Port-win stains begin as macular lesions and become progressively
ectatic over time.  This progressive ectasia can result in significant
darkening of the lesion as well as the development of nodularity and
occasional tumors.  A review of 415 patients presenting at the laser
section of the Skin and Cancer Unit of New York University Medical
Center has revealed that approximately two-thirds of all patients with
port-wine stains develop nodularity or hypertrophy in the fifth decade
of life.

These changes are gradual in their development, with the mean age of
hypertrophy noted to be 37 years.  The progression of the port-wine
stain from its macular stage to the hypertrophic stage may take place at
any point in the development of an individual's lifetime; however, the
most dramatic changes are noted as the patient has become older. 
Associated with this nodularity and hypertrophy is the risk of
spontaneous bleeding and hemorrhaging upon injury to the affected area.
Although the exact risks have not been established in the literature,
they are clearly associated with the degree of hypertrophy and the
location of the lesion.  Men with port-wine stains on the face in the
bearded area run significant risks of excessive bleeding upon shaving,
as would a woman with a port-wine stain in the hair-bearing area where
epilation is desired.  The development of hypertrophy or nodularity in a
periorbital area may inhibit the visual field and, similarly, these
changes around the nose or mouth may also interfere with breathing or
eating.

It has become clear that treatment of a port-wine stain in its macular
stage will prevent the development of the hypertrophic component of the
lesion.  Postoperative biopsies upon laser treatment of a port-wine
stain reveal that the existing blood vessels are smaller and fewer in
number compared with pretreatment biopsies.  Thus, the opportunity for
the progression of these lesions to a more ectatic state is less likely
to occur.  Not uncommonly, the development of pyogenic granulomas in
patients with port-wine stains can occur and these pyogenic granulomas
have the potential to also bleed spontaneously.  In our experience, the
incidence of pyogenic granulomas is significantly lower in those
patients who have been treated with laser therapy.

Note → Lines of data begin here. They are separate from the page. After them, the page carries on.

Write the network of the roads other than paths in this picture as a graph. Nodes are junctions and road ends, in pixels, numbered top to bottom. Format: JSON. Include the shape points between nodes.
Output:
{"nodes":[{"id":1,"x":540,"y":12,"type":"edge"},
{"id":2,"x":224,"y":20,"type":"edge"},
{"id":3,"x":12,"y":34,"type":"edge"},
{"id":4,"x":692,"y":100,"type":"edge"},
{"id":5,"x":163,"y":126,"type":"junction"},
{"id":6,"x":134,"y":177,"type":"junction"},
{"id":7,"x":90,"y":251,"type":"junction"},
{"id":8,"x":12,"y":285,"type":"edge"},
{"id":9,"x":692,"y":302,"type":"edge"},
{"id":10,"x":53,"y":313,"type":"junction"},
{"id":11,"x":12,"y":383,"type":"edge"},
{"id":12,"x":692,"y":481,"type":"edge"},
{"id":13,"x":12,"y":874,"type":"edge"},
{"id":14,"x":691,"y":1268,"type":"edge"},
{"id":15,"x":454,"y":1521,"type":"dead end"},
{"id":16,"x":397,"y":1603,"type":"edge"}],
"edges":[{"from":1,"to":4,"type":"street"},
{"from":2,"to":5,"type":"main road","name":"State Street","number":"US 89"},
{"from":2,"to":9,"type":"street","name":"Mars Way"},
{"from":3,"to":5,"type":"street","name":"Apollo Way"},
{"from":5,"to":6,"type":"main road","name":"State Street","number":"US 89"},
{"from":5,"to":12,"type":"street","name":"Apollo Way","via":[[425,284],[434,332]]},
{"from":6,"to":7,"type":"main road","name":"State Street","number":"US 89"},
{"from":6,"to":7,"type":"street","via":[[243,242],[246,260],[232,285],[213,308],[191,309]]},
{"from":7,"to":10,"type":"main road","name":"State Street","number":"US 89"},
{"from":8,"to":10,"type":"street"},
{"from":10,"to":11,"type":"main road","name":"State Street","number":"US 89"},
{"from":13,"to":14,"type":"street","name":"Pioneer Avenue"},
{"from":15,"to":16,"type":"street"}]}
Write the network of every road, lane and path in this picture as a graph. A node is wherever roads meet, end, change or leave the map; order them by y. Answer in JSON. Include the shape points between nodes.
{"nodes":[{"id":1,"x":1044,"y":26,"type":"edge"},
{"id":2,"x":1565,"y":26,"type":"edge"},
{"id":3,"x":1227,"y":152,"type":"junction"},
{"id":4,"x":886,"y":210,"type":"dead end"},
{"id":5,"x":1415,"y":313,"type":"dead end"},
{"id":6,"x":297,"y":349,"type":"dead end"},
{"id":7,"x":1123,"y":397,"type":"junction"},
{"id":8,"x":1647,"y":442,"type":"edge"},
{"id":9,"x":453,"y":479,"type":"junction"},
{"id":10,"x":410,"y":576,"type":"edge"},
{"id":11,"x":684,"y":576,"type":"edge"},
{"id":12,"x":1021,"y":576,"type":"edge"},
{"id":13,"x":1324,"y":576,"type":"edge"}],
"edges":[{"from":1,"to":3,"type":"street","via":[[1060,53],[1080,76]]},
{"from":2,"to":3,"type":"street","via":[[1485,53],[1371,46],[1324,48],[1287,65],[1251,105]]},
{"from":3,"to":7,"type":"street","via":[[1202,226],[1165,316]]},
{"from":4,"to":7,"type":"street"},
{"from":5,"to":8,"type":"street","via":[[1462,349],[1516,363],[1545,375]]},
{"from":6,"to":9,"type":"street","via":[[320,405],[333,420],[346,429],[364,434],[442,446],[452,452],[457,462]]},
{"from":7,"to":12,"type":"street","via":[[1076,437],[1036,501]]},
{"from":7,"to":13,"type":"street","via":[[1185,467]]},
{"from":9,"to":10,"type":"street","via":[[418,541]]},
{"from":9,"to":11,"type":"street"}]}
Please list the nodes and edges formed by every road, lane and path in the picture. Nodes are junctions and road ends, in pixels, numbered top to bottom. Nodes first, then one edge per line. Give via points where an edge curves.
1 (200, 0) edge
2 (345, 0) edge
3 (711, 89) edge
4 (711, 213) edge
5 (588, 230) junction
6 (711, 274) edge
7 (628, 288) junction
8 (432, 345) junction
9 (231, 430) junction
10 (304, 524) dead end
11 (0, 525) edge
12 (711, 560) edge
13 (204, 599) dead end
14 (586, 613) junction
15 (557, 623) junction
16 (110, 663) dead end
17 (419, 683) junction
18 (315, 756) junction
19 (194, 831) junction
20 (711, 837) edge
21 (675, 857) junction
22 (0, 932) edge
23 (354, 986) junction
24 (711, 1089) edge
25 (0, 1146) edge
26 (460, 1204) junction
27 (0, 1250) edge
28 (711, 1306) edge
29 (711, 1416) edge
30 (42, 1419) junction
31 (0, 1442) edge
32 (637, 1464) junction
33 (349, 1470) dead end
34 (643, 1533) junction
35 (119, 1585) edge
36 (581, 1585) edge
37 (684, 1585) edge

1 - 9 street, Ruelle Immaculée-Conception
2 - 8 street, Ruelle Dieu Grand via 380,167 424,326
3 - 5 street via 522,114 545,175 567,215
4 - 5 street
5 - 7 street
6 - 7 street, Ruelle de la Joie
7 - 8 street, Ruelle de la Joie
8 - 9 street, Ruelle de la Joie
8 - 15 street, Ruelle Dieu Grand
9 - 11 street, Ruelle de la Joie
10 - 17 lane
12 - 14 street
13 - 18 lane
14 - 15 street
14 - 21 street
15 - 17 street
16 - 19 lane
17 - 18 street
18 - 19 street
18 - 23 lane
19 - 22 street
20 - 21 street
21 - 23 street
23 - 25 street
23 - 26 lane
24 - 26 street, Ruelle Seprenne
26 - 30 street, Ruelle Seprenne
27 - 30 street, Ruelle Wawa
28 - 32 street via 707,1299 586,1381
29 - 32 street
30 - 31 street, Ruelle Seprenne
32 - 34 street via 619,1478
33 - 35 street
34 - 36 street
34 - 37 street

The psychological problems associated with a congenital birthmark of
this type may have short and long-term implications for the patient. 
Detailed studies have demonstrated lower self-esteem and problems with
social interaction for both the patient and family alike.  Successful
treatment of a port-wine stain with any modality helps minimize
psychological problems that occur as a result of the presence of the
port-wine stain.  Although the treatment of these lesions has imporved
dramatically over the past several years with the development of newer
techniques and lasers, many patients are denied the opportunity for
treatment of these lesions by the unfortuante classification of this
treatment as a cosmetic procedure.  It has been demonstrated clearly
that these safe treatments can minimize the chance of nodularity,
spontaneous bleeding, and the development of pyogenic granulomas.  The
psychologic benefits of removing port-wine stains in these patients are
of considerable value to their mental health and may, in fact, obviate
the need for psychological counseling at a later date.  It is incumbent
upon those physicians who evaluate patients with port-wine stains and
insurance carriers who evaluate their claims to realize the medical
benefits in the treatment of these lesions.  Failure to recognize the
treatment of port-wine stains as a medical necessity may, in fact, be
harmful to the medical and psychologic well-being of the patient.